Lung transplantation (LTx) is the only life-extending option for patients with end-stage lung diseases. Approximately half of LTx recipients (LTxRs) clinically diagnosed with chronic lung allograft dysfunction (CLAD) will experience chronic rejection within 5 years of transplant [1]. CLAD is defined as a substantial and persistent decline (≥20%) in measured forced expiratory volume in 1 second (FEV1) value from the reference (baseline) value. The baseline value is computed as the mean of the best 2 post-operative FEV1 measurements (taken >3 weeks apart) [2]. The prevalence of bronchiolitis obliterans syndrome (BOS), a condition in which the bronchioles become inflamed and fibrotic, a subtype of CLAD. The incidence ranges from 30-40% within 5 years, and BOS is the most significant cause of long-term graft failure and mortality after LTx [3]. CLAD results primarily from immunological insults to transplanted lungs. Significant correlations between BOS and post-transplant development of antibodies to mismatched donor human leukocyte antigens (HLAs), that is, donor-specific antibodies and antibodies to the lung self-antigens (SAgs), K-alpha 1 tubulin and Collagen V (Col-V), have been reported [4], [5].

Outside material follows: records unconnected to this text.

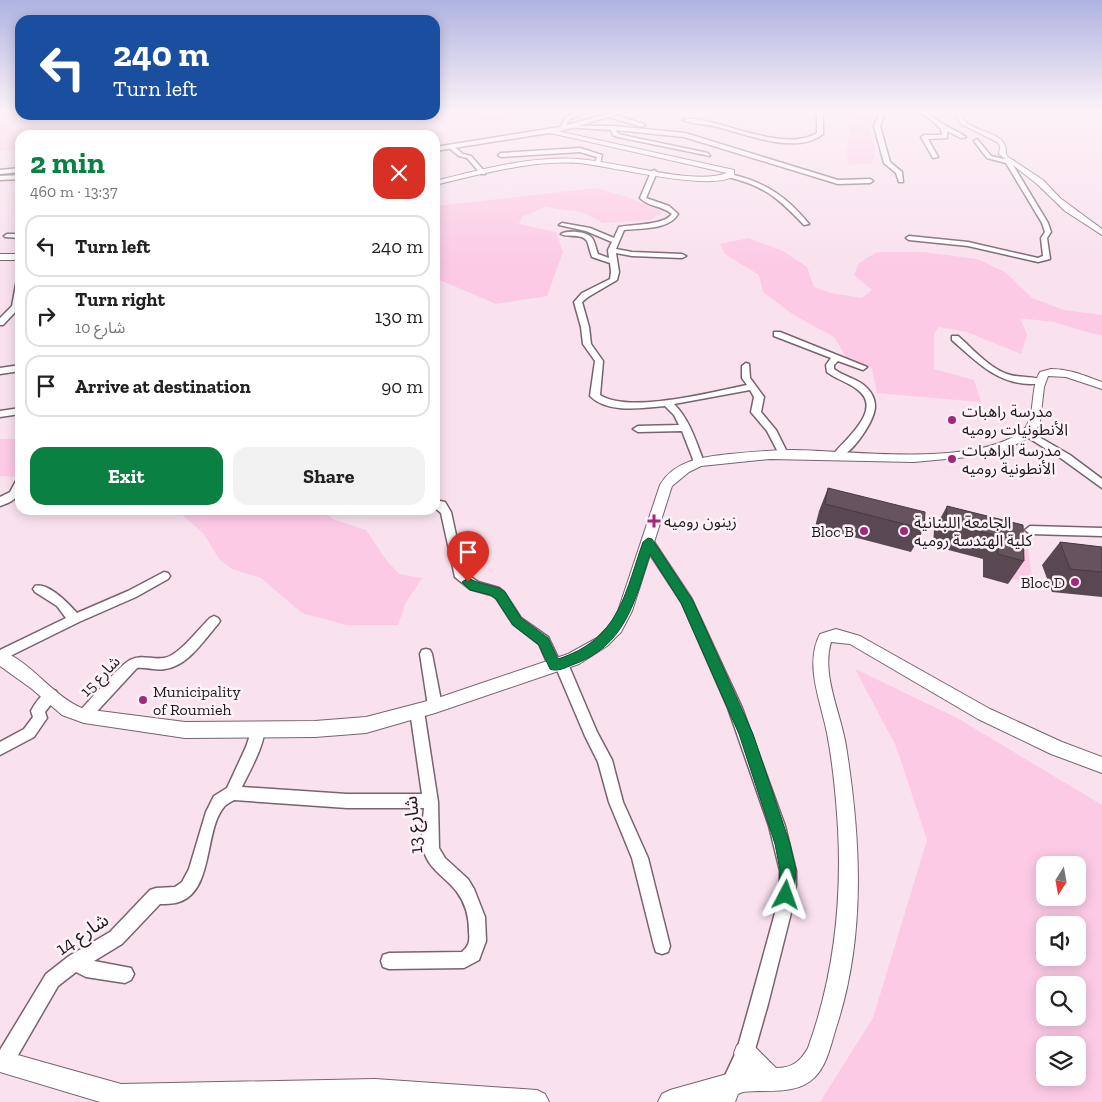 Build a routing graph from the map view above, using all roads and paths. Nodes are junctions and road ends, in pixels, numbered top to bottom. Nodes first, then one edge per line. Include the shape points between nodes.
1 (473, 161) edge
2 (556, 161) edge
3 (572, 161) edge
4 (678, 161) edge
5 (771, 161) edge
6 (887, 161) edge
7 (1010, 161) joint
8 (598, 164) joint
9 (15, 170) edge
10 (0, 172) edge
11 (654, 172) junction
12 (483, 173) junction
13 (730, 174) junction
14 (15, 177) edge
15 (0, 178) edge
16 (870, 181) dead end
17 (901, 181) dead end
18 (440, 182) edge
19 (772, 185) dead end
20 (806, 224) dead end
21 (562, 225) dead end
22 (1102, 232) edge
23 (564, 234) dead end
24 (7, 236) dead end
25 (15, 236) edge
26 (909, 238) dead end
27 (616, 241) junction
28 (612, 250) junction
29 (15, 256) edge
30 (682, 256) dead end
31 (0, 257) edge
32 (612, 261) junction
33 (15, 310) edge
34 (0, 323) edge
35 (777, 334) dead end
36 (955, 338) dead end
37 (836, 357) junction
38 (746, 366) dead end
39 (863, 367) dead end
40 (15, 369) edge
41 (0, 371) edge
42 (1040, 381) junction
43 (1102, 386) edge
44 (752, 387) junction
45 (667, 403) junction
46 (15, 412) edge
47 (0, 414) edge
48 (684, 428) junction
49 (638, 429) dead end
50 (1027, 433) junction
51 (783, 454) junction
52 (838, 455) junction
53 (699, 462) junction
54 (1102, 484) edge
55 (15, 492) edge
56 (0, 502) edge
57 (440, 505) edge
58 (1030, 530) dead end
59 (1102, 532) edge
60 (648, 542) junction
61 (164, 576) dead end
62 (39, 588) dead end
63 (75, 619) junction
64 (214, 621) dead end
65 (426, 654) dead end
66 (0, 656) edge
67 (558, 664) junction
68 (51, 694) junction
69 (435, 706) junction
70 (417, 712) junction
71 (84, 716) junction
72 (258, 730) junction
73 (0, 749) edge
74 (1102, 765) edge
75 (232, 793) junction
76 (431, 802) junction
77 (662, 946) dead end
78 (74, 962) junction
79 (389, 962) dead end
80 (125, 974) dead end
81 (746, 1053) junction
82 (2, 1061) edge
83 (775, 1081) junction
84 (726, 1094) edge
85 (120, 1099) edge
86 (537, 1102) edge
87 (670, 1102) edge

1 - 12 street
2 - 12 street
3 - 8 street
4 - 13 street
5 - 16 street via 838,182
6 - 17 street via 899,172
7 - 22 street via 1040,182 1068,210
7 - 26 street via 1048,232 1044,238 1047,257 1038,260 968,244
8 - 11 street
9 - 10 street
11 - 13 street via 693,178
11 - 27 street via 643,198 675,214 659,224 621,228
12 - 18 street
13 - 19 street
13 - 20 street via 773,191
14 - 15 main road
21 - 27 street via 588,229
23 - 32 street via 584,235 589,238 595,255
24 - 25 street
27 - 28 street
28 - 30 street
28 - 32 street
29 - 31 street
32 - 45 street via 613,280 578,302 587,344 599,361 595,396 600,401 613,404
33 - 34 street
35 - 37 street
36 - 42 street via 1000,376
37 - 39 street
37 - 52 street via 830,370 864,391 871,402 863,429
38 - 44 street via 746,378
40 - 41 street
42 - 43 street via 1044,374 1056,372
42 - 50 street via 1038,408
44 - 45 street
44 - 51 street via 759,397 756,412 771,430
45 - 48 street via 675,409
46 - 47 street
48 - 49 street
48 - 53 street
50 - 52 street via 1002,445 961,455
50 - 54 street
51 - 52 street
51 - 53 street
53 - 60 street via 670,479
55 - 56 street
57 - 67 street via 446,512 459,574 474,586 500,595 517,621 544,641
58 - 59 street
60 - 67 street via 625,611 616,628 593,649
60 - 81 street via 687,601 735,708 786,858 788,885 783,913
61 - 63 street
62 - 63 street via 61,602
63 - 66 street
64 - 71 street, شارع 15 via 168,663 140,661 133,664
65 - 69 street
66 - 68 street
67 - 69 street
67 - 77 street via 605,760 616,802 640,858
68 - 71 street via 68,710
68 - 73 street via 38,711 40,718 30,733
69 - 70 street
70 - 72 street via 366,725
70 - 76 street, شارع 13
71 - 72 street via 185,730
72 - 75 street, شارع 14
74 - 83 street via 1056,748 984,714 855,640 846,636 825,638 821,665 838,746 847,828 847,912 842,960 833,1004 811,1063 801,1074
75 - 76 street
75 - 78 street, شارع 14 via 220,801 211,817 203,850 188,888 177,895 156,896 116,938
76 - 79 street, شارع 13 via 433,855 468,895 477,917 478,941 473,954 464,960
78 - 80 street via 86,968
78 - 82 street, شارع 14 via 52,980
81 - 83 street
81 - 84 street
82 - 85 street
83 - 84 street via 744,1081
84 - 87 street
85 - 86 street via 375,1090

Recent studies have shown that exosomes play an important role in gene expression [6], cellular signaling [7], epithelial mesenchymal transition [8], and disease progression [9]. Three types of extracellular vesicles have been classified according to their diameter: exosomes (30-200 nm), microvesicles (200-500 nm), and apoptotic bodies (500-1000 nm) [10]. Recently, our laboratory has demonstrated that exosomes isolated from BOS inhibit tumor suppressor gene liver kinase B1 (LKB1) expression and induce epithelial mesenchymal transition (EMT) in both HPBEC and BEAS-2B cells [11]. It has been shown that EMT plays an important role in airway remodeling [12] and Borthwick and colleagues [13] have demonstrated that EMT may underlie the dysfunctional airway repair processes that lead to obliterans bronchiolitis.

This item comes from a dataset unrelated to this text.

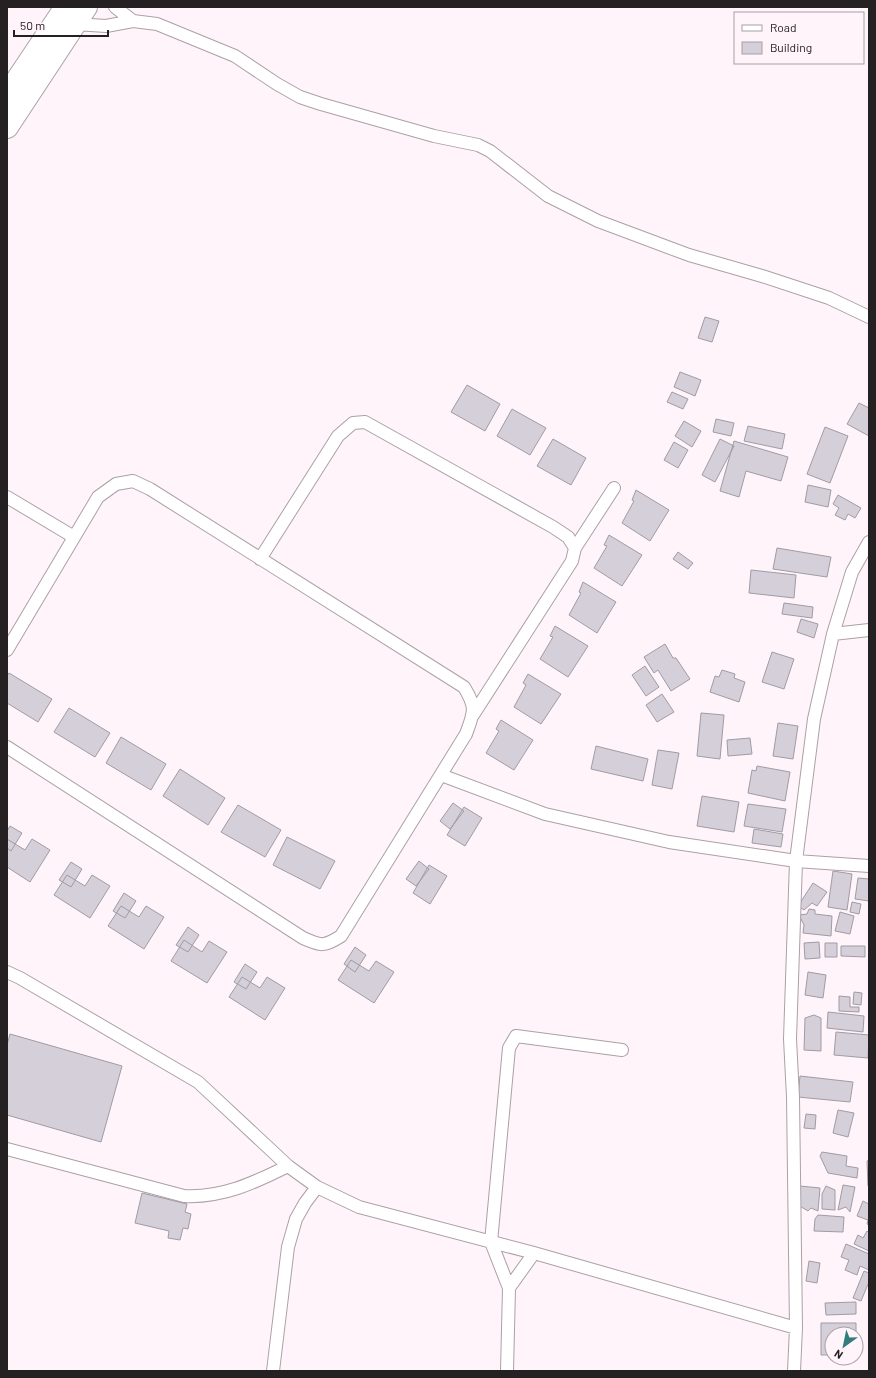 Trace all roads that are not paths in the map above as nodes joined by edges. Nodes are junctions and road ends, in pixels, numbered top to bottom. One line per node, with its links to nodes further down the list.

At present, the mechanism by which LKB1 affects BOS development is unknown, and therapeutic options to prevent or treat BOS are unavailable. It has also been reported that disruption of cellular polarity may induce fibrosis, a hallmark of CLAD [14], [15]. LKB1 is required to maintain cell polarity and control growth through protease-activated receptor-1 and AMP-activated protein kinase (AMPK), respectively [16], [17]. LKB1 plays a critical role in EMT [18], differentiation [19], migration [20], and mammalian target of rapamycin (mTOR) signaling [21]. EMT (or EMT-like processes) may affect the development of BOS after human LTx. Furthermore, increased phosphorylation of mTOR is closely associated with pulmonary fibrosis [22]. LKB1 signaling controls energy metabolism [23] and tissue homeostasis [24], and deletion of the LKB1 gene is embryonic-lethal [25]. Germline mutations in LKB1 are associated with a predisposition to Peutz-Jeghers syndrome [26], an inherited condition that increases cancer risk. Loss of LKB1 expression by either somatic mutations or promoter hypermethylation is frequently identified in several cancer types including lung cancer [27]. The role of LKB1 and its downstream regulators and the link to AMPK signals in the development of BOS after LTx have not been studied. STE20-related adaptor alpha (STRADα) functions as a pseudokinase that consists of an STE20-like kinase domain but lacks several residues required for intrinsic catalysis [28], [29]. STRADα is an essential co-factor for LKB1-mediated G1-phase cell cycle arrest [30], [31]. We examined the effect of STRADα on LKB1 expression.

In this study using a murine model of chronic lung allograft rejection (B6D2F1 to DBA/2J) [32], we demonstrated that the downregulation of the LKB1-STRADα axis modulated AMPK and mTOR phosphorylation which increase fibrosis of transplanted lung.